The base rushed past us as the cart rumbled over uneven paths, rattling after the increasingly frantic horse. We weren’t staying on the road.
Crack!The cart jolted as a wheel began to give out, caught on the uneven terrain. Ahead, the forest loomed. We would never make it. Even if we did, the cart couldn’t go there.
“We need to Stratagram out of here,” I said, voice raised. “Now!”
“I can’t,” Max said, looking down, and I followed his gaze to the blistering black Stratagram tattoos peeking from under his sleeve. My stomach fell. I couldn’t either. Not reliably. I still didn’t understand what determined when my magic worked or didn’t.

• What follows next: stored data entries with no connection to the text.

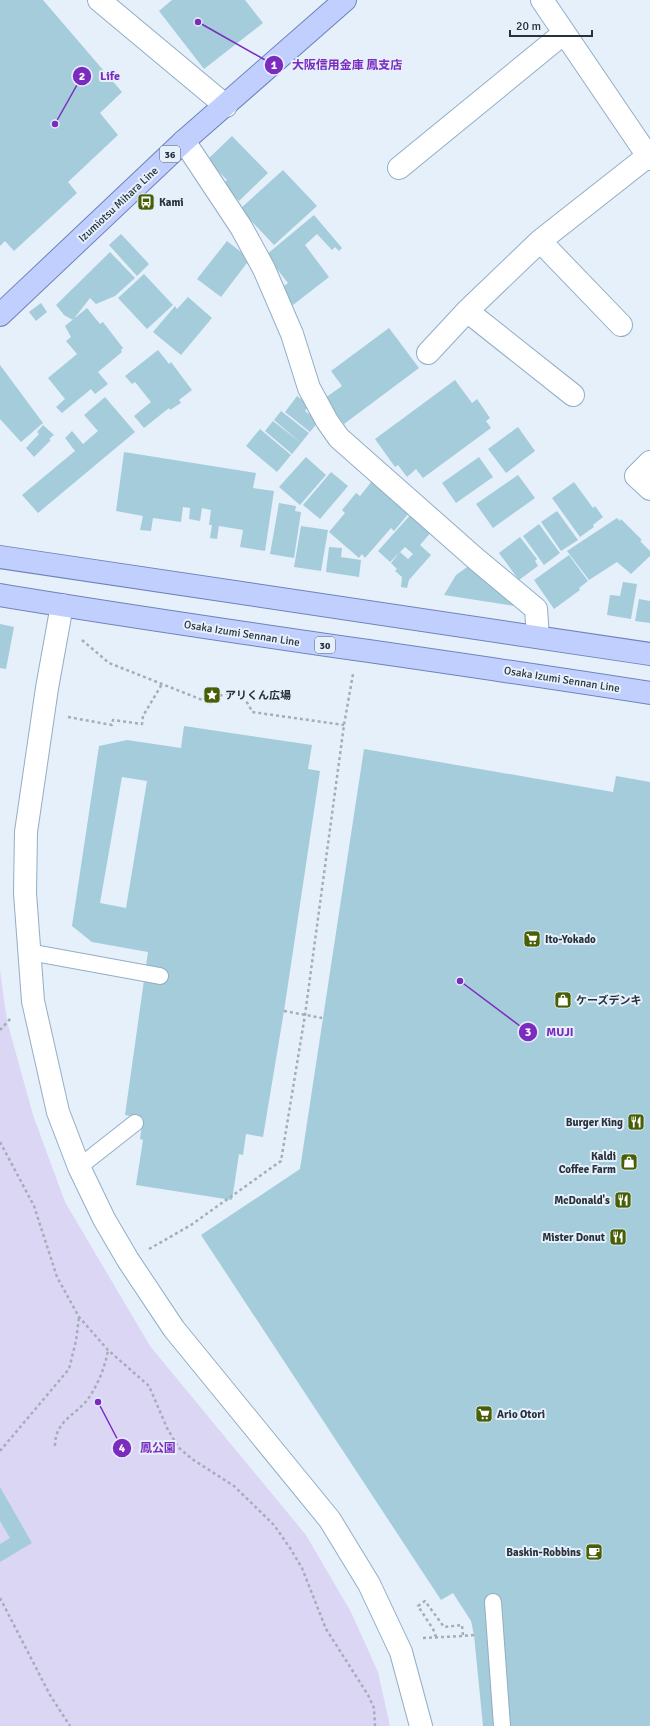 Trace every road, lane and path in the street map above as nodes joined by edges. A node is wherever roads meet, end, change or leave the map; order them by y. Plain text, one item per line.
1 (99, 0) edge
2 (345, 0) edge
3 (542, 0) edge
4 (564, 32) junction
5 (226, 106) junction
6 (184, 141) junction
7 (649, 158) edge
8 (399, 168) dead end
9 (540, 241) junction
10 (467, 311) junction
11 (0, 315) edge
12 (621, 325) dead end
13 (428, 352) dead end
14 (573, 395) dead end
15 (650, 462) edge
16 (650, 489) edge
17 (0, 557) edge
18 (0, 595) edge
19 (62, 605) junction
20 (538, 636) junction
21 (79, 638) dead end
22 (650, 654) edge
23 (353, 674) dead end
24 (162, 684) junction
25 (650, 693) edge
26 (66, 716) dead end
27 (344, 725) junction
28 (29, 952) junction
29 (160, 976) dead end
30 (284, 1011) dead end
31 (305, 1015) junction
32 (12, 1016) dead end
33 (322, 1018) dead end
34 (0, 1030) edge
35 (136, 1123) dead end
36 (0, 1142) edge
37 (79, 1167) junction
38 (144, 1252) dead end
39 (79, 1317) junction
40 (108, 1350) junction
41 (55, 1446) dead end
42 (0, 1451) edge
43 (0, 1598) edge
44 (493, 1602) dead end
45 (474, 1635) dead end
46 (463, 1636) junction
47 (436, 1637) junction
48 (422, 1638) dead end
49 (70, 1726) edge
50 (375, 1726) edge
51 (421, 1726) edge
52 (502, 1726) edge

1 - 5 street
2 - 5 main road, Izumiotsu Mihara Line / 36
3 - 4 street
4 - 7 street
4 - 8 street
5 - 6 main road, Izumiotsu Mihara Line / 36
6 - 11 main road, Izumiotsu Mihara Line / 36
6 - 20 street
7 - 9 street
9 - 10 street
9 - 12 street
10 - 13 street
10 - 14 street
15 - 16 street
17 - 20 main road
18 - 19 main road, Osaka Izumi Sennan Line / 30
19 - 25 main road, Osaka Izumi Sennan Line / 30
19 - 28 street
20 - 22 main road
21 - 24 path
23 - 27 path
24 - 26 path
24 - 27 path
27 - 31 path
28 - 29 lane
28 - 37 street
30 - 31 path
31 - 33 path
31 - 38 path
32 - 34 path
35 - 37 lane
36 - 39 path
37 - 51 street
39 - 40 path
39 - 42 path
40 - 41 path
40 - 50 path
43 - 49 path
44 - 52 lane
45 - 46 path
46 - 47 path
46 - 47 path
47 - 48 path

Across the base, the creature dropped the final dead soldier. Turned to us.
Max’s brother hissed a curse. He notched a bow, let an arrow fly.
It did nothing. The monster was now running.
CRACK!
The cart floor fell several inches as our frantic horse tried and failed to drag it over root-riddled dirt.
I peered over my shoulder. “Sammerin?”
He cringed. “I can’t take five people.”
“I can fly.” Ishqa could barely speak. He pushed himself slowly to his feet.
“No, you can’t—”
“I can,” he said, firmly. Then, to Sammerin. “Four people.”
Sammerin muttered a curse. He withdrew parchment.
The monster barreled towards us, shrieking, light collecting in its abdomen.
“Quickly, Sammerin,” I murmured.
“I know,” he snapped.
I grabbed Sammerin’s arm in one hand, Max’s in the other. Max hurled his spear from the back of the cart, a streak of fire at its tip, then he gripped his brother’s wrist, linking all of us together.